I’m picturing you and your significant other sitting at a coffee shop sipping matcha lattes and espresso, driving in the car on a road trip, or strolling to the post office down the road as you ask one another these five questions.
I’m picturing you sharing and listening to one another in those slow, simmering moments where you can both laugh and the pressure is low.
Let’s face it: life is serious enough. Between doctor’s appointments, flat tires, and unknown futures stretched out before you, it’s a good investment to spend time in a rambling conversation before a crisis hits and you go into “fix it” mode. This is a fun exercise to participate in when you’re both feeling at peace.
These are ALSO fun questions to ask a close friend! They’re not restricted to dating or marriage.
There are no right or wrong answers. In fact, you don’t even have to answer the questions directly if you both are enjoying the meandering path of conversation (please read that last part in a British accent).
One final note: I’m not a marriage therapist by any means, but I think these questions are a way to refresh and deepen your relationship.
1. “What Inside Jokes Do We Share Together?”
Here are some other questions you can ask along the same vein: “How have we grown together?” “What hard things have we worked through?” (Don’t focus on problems you’re currently slogging through, but ones you’ve come out the other side of.) This question opens up the opportunity for reflection AND giggling.

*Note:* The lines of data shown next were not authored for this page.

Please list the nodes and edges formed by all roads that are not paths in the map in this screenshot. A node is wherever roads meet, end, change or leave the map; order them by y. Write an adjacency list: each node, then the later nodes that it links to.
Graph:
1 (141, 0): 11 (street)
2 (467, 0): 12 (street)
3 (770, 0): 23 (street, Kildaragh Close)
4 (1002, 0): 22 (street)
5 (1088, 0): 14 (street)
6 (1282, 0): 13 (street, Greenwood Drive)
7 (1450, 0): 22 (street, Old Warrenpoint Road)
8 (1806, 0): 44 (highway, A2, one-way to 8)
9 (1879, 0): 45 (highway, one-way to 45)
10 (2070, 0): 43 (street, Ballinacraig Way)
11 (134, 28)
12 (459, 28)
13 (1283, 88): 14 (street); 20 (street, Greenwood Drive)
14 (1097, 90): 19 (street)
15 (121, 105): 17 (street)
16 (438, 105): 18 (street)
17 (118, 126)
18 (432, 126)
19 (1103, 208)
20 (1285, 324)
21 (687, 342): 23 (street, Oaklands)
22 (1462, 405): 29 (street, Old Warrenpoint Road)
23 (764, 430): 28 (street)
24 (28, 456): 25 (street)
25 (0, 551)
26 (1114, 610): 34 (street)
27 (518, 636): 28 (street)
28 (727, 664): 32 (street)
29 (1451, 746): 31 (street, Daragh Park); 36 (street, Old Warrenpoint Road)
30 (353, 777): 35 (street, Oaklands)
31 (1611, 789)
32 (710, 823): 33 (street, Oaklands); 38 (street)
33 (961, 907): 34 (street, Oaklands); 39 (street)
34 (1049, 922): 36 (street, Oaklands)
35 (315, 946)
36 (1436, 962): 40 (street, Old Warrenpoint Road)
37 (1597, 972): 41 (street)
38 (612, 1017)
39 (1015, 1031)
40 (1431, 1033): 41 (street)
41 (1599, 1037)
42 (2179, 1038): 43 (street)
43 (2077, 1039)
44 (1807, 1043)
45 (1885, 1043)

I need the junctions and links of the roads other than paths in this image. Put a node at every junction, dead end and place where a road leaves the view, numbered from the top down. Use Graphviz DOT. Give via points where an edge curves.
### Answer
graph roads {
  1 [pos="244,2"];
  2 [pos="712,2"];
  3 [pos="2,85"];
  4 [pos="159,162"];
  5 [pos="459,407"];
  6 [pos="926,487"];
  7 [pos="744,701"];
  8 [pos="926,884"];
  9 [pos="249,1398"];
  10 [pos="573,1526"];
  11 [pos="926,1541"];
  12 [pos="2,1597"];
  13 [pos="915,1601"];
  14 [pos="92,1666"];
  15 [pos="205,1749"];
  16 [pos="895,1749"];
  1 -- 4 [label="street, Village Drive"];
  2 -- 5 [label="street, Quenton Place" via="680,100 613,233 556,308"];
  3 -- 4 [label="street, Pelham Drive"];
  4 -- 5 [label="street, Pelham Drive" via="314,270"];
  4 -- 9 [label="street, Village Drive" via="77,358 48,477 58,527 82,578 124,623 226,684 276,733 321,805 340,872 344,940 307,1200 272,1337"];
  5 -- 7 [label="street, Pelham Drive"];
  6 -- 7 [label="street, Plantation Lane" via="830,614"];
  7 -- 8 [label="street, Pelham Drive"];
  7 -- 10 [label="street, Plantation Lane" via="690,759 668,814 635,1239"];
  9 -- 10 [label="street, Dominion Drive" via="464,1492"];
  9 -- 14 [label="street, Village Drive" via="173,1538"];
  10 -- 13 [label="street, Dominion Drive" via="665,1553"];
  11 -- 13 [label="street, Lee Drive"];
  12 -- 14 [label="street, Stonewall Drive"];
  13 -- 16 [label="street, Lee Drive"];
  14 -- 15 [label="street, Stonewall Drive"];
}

2. “What’s Your Idea of a Perfect Date?”
And don’t say April 25th! (Mean Girls reference, anyone?) “If we could have the perfect date tomorrow with an unlimited budget (plus babysitting if applicable), what would you choose to do and why?” “What would your perfect date be with a ten dollar budget?” This one is a classic question because it gets at the heart of what your partner values and considers fun, and it’s also a covert way to brainstorm ideas for future dates.
3. “What Are Your Apple and Onion Stories?”
Let me explain! Your “onion” is sharing about a time you cried and it was either embarrassing or cathartic (crying during a commercial or in front of your boss). And if you’re not a crier, share an embarrassing moment. “Apples” are a time you laughed so hard you peed your pants or felt super happy. Take it a step further and go out for onion rings or apple pie while you share.
4. “What Unique Aspects of God Do You See in the Other Person?”
This is a great way to compliment the other person, and it’s also an opportunity to encourage them spiritually. If you need a place to start, read through the fruits of the spirit (Gal 5:22–24 or 1 Cor 13) in a different translation than you’re used to and identify one attribute that you see evident in the other person’s life. Try to withhold judgment or unrealistic standards and be gracious to the other person.
5. “What Was Your Hometown Like?”
Even if you already know all about it, it’s still fun to hear where your S/O grew up and the funny or weird things they remember. Don’t underestimate the power of nostalgia! It’s like the virtual version of The Bachelor’s “hometown visit” episodes minus the cameras and glamour. Share old photos of you as a kid or of your town if you have them available.
Thanks for reading through these, and feel free to share with friends you’d think would be interested. I hope that your relationship with your significant other (whether it’s a boyfriend/girlfriend or spouse) is a gift in your life that grows good things and flourishes.
What fun questions would you like to ask your significant other?